Everyone loves hearing the stories of a regular, old Joe who makes a risky investment that pays off handsomely. Perhaps we are attracted to those stories because we envision ourselves in Joe’s place. The reality is that many times those people making risky investments find themselves looking for a personal bankruptcy attorney.
If you are in the financial position to invest, here are five secure investments that won’t put you in the poor house.
It’s not sexy, and it’s not exciting, but a savings account is guaranteed to give you a return on your investment. The return may be as little as two percent, but two percent is better than nothing. You may consider keeping your savings account in a bank that is separate from your checking and/or debit card account. If it is a pain to access your savings account, perhaps you will leave the money that is sitting in the account alone.
Make sure you read and understand the fine print when you invest in a Bank CD. You may be able to earn a higher interest by investing in a Bank CD than a traditional savings account, but sometimes that higher interest is only for sizable investments. You will also not have access to your money until the term ends. If you do need to cash in your CD before the end of the term, you will have to pay penalties, and you may lose some of the interest you made.
Money Market Fund
Some people choose to open a money market fund rather than a traditional savings account. A money market fund offers you a set rate that is typically higher than a savings account. The bank uses that money to make diverse low-risk investments.
Treasury Inflation Protection Securities (TIPS)
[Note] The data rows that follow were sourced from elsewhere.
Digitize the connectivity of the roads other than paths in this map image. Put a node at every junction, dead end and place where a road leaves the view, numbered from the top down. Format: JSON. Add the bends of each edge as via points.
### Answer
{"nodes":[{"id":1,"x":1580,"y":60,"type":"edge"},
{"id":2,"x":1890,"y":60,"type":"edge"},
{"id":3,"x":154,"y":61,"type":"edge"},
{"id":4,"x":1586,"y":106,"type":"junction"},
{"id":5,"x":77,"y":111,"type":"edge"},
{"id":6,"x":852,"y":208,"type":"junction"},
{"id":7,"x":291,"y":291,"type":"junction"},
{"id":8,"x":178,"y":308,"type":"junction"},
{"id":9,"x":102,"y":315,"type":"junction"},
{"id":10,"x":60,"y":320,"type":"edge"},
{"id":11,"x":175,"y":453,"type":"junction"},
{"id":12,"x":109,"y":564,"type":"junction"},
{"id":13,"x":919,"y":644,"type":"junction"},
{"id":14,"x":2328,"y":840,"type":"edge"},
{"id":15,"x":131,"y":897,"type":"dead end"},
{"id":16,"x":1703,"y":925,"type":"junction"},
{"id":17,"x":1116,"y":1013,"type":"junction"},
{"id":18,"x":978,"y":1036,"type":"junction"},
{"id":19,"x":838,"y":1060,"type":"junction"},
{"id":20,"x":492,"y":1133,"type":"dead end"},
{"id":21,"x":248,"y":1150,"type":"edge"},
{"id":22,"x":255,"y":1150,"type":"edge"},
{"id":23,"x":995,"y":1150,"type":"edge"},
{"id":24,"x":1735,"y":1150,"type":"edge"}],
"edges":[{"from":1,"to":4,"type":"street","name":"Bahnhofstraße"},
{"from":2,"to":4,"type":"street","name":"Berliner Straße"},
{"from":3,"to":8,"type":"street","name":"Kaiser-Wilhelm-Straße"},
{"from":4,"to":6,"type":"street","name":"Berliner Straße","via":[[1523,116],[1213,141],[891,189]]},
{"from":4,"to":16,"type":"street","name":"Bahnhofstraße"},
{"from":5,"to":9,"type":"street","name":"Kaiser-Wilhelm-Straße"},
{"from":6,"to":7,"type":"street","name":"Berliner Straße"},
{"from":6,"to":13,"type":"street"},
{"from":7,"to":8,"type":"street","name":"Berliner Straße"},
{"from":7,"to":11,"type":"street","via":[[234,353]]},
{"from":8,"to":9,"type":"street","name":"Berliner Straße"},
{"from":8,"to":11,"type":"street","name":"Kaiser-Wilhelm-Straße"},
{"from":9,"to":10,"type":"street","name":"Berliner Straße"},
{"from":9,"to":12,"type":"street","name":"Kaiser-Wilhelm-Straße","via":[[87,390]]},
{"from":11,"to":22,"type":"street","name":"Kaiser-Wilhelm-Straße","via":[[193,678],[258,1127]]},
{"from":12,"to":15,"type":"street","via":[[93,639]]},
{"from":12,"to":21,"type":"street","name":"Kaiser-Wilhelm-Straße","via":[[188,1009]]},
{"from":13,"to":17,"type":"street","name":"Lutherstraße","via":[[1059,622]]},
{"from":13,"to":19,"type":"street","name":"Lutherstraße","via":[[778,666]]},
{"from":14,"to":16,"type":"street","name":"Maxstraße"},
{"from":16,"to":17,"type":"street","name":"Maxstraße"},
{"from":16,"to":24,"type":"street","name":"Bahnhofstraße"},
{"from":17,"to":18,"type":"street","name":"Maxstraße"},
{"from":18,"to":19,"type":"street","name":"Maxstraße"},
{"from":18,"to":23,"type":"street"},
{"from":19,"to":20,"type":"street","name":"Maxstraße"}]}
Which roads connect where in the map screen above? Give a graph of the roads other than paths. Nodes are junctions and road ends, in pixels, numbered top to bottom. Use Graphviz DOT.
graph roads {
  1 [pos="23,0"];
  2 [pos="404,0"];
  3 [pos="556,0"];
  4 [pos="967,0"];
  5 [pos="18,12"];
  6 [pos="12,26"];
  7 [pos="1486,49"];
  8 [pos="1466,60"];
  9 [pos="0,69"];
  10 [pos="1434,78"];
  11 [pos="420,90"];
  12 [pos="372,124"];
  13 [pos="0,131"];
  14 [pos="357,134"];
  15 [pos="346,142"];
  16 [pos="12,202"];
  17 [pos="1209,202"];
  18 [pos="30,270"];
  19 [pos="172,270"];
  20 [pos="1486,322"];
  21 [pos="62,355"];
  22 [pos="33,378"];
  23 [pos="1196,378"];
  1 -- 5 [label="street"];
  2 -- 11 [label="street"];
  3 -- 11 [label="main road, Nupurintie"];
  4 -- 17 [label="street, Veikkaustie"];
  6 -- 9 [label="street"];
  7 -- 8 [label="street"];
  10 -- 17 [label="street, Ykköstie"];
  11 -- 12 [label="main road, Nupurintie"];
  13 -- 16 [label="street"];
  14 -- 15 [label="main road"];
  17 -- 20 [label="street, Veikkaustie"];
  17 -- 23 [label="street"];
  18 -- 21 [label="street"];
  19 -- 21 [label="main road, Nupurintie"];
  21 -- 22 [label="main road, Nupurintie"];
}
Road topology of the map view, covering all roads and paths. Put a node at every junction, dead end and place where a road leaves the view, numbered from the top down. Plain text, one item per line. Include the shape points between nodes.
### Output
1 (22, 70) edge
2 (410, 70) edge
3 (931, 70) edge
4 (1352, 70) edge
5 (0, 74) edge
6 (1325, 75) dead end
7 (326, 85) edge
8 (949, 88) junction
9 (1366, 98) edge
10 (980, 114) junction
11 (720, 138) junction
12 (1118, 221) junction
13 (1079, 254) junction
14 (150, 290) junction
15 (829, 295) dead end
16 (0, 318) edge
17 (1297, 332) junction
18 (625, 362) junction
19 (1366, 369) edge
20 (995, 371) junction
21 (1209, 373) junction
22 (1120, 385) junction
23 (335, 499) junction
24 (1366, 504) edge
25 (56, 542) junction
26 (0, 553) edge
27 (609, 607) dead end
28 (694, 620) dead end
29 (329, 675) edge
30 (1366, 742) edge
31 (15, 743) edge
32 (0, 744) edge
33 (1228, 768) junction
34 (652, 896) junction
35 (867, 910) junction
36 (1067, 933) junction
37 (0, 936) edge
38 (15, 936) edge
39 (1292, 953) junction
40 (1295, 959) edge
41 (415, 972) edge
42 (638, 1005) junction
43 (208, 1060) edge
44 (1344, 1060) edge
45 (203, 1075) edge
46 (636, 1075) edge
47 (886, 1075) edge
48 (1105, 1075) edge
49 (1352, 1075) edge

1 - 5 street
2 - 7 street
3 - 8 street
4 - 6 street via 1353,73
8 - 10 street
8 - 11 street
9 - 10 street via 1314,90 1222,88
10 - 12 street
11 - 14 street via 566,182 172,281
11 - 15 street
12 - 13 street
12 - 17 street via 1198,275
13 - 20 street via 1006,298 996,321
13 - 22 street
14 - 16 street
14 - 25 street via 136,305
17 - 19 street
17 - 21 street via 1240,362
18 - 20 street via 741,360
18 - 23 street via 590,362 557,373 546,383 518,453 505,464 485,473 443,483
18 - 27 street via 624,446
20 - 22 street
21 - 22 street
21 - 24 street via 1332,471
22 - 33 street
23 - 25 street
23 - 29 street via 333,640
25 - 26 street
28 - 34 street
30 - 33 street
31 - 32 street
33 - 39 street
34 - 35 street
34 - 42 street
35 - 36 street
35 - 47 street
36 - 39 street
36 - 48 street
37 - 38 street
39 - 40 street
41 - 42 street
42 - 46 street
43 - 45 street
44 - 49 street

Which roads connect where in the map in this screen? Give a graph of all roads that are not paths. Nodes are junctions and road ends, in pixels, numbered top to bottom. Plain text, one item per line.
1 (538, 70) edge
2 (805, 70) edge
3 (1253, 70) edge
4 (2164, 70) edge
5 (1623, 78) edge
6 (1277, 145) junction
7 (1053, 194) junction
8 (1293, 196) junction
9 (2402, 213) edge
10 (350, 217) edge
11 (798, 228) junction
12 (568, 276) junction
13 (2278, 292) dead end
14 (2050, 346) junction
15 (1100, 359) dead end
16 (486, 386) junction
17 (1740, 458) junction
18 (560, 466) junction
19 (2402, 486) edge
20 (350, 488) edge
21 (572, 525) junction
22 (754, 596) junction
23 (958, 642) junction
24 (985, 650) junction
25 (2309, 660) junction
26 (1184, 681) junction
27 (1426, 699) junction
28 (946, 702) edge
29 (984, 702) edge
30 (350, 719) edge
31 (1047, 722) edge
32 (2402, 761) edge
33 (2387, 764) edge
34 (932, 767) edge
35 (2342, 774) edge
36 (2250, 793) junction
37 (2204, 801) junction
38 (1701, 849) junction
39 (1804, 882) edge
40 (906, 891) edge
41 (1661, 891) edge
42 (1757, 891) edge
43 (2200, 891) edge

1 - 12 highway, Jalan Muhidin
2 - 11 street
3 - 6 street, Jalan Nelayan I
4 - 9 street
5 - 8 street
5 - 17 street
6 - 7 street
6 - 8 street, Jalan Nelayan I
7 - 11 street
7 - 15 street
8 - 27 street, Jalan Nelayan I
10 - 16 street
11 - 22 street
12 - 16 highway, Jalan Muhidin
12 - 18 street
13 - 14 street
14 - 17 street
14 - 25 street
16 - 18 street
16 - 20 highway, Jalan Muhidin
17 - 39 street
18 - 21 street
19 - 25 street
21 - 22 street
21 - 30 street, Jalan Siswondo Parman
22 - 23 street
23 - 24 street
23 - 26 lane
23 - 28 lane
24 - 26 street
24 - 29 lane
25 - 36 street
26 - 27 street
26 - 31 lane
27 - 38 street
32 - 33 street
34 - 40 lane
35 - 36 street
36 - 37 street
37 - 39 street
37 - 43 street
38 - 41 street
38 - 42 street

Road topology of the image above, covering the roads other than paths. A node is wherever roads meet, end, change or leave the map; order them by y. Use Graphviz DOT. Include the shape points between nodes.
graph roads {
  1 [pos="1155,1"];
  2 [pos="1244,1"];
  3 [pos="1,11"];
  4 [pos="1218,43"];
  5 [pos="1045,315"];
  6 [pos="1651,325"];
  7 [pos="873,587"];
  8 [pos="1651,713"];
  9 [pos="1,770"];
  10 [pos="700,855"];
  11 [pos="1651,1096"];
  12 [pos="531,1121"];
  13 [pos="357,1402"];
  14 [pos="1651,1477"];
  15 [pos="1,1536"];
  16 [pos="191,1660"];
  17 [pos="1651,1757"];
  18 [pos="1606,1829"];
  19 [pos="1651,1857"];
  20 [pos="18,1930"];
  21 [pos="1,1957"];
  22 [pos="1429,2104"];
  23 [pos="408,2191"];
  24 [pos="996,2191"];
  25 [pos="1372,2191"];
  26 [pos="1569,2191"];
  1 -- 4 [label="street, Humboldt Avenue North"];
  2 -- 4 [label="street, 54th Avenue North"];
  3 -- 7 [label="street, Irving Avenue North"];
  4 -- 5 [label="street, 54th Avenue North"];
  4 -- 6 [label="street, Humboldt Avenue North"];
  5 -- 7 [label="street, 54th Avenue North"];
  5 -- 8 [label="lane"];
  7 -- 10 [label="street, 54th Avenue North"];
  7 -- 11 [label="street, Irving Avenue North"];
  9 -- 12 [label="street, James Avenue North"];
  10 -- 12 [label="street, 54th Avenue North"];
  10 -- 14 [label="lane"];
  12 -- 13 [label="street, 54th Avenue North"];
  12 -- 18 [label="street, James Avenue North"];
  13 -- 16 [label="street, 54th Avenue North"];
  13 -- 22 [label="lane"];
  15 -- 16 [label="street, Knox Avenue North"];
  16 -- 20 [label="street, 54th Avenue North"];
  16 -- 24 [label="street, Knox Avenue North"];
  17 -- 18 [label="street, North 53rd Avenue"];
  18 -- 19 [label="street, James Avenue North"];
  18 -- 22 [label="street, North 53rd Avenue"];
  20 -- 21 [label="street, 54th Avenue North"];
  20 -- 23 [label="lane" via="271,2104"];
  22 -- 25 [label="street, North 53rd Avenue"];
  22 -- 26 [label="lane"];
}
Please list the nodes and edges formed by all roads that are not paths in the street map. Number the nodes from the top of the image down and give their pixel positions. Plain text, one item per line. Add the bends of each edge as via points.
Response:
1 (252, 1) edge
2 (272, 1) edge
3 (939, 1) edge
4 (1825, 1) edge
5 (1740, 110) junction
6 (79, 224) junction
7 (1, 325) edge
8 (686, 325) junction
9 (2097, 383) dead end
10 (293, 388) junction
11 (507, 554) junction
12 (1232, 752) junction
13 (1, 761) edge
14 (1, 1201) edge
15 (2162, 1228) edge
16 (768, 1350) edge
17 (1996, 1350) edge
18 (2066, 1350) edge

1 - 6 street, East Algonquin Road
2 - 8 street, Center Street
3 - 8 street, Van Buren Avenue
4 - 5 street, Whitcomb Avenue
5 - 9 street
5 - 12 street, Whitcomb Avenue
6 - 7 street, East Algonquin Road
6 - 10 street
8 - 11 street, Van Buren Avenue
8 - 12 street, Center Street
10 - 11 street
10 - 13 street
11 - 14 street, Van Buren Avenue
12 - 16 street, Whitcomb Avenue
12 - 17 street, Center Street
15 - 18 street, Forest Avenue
The US Treasury backs a TIPS bond. There are two options when purchasing one of these bonds. The first option comes with a fixed interest rate. The second offers built-in inflation protection. This means that if inflation grows during the time you hold the TIPS, your investment value will keep up with the inflation rate.
U.S. Savings Bonds
The federal government also backs savings bonds. There are two main types: series 1 and series EE.
Series 1 bonds allow you to either receive a fixed interest rate or a rate that adjusts with inflation.
Series EE bonds have a fixed rate, but the inflation return rate is adjusted every six months. The federal government guarantees that if you hold on to a Series EE bond for twenty years, your bond with double in value. This means you would receive a 3.5 percent return on your investment.
When it comes to long-term planning, make sure you talk with a trusted financial advisor before you make any decisions. But remember, as Grandma always says, “don’t put your eggs all in one basket.” Make sure your investments are diverse, so if one plan fails, you still can rely on money from another source.